=== Required action ===
In the entries below, count every line containing "Xinghe". Reply with the number alone.

BEGIN Data

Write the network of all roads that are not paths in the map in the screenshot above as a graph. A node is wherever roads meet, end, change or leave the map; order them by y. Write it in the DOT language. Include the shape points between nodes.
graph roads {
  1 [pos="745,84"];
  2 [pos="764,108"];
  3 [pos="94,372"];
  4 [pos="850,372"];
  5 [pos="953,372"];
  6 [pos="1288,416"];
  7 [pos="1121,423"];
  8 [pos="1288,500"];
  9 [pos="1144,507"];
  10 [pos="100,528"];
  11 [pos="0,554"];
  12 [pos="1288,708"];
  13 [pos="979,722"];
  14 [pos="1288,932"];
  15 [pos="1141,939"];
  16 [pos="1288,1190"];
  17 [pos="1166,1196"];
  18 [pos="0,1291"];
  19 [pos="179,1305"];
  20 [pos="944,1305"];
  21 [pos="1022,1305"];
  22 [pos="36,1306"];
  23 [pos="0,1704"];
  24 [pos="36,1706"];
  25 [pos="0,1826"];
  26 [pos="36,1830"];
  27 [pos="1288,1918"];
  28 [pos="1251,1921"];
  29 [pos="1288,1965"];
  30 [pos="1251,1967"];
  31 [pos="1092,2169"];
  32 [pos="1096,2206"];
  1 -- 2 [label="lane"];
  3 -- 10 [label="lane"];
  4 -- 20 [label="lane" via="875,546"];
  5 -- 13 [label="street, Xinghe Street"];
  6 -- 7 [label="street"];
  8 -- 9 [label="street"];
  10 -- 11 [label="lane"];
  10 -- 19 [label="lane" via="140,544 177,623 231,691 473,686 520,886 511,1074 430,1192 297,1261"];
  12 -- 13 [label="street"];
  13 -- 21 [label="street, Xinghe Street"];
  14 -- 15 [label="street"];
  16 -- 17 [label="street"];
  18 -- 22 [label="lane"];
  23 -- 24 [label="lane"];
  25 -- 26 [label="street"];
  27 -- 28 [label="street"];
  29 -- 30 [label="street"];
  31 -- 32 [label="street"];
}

END Data

=== Answer below ===
2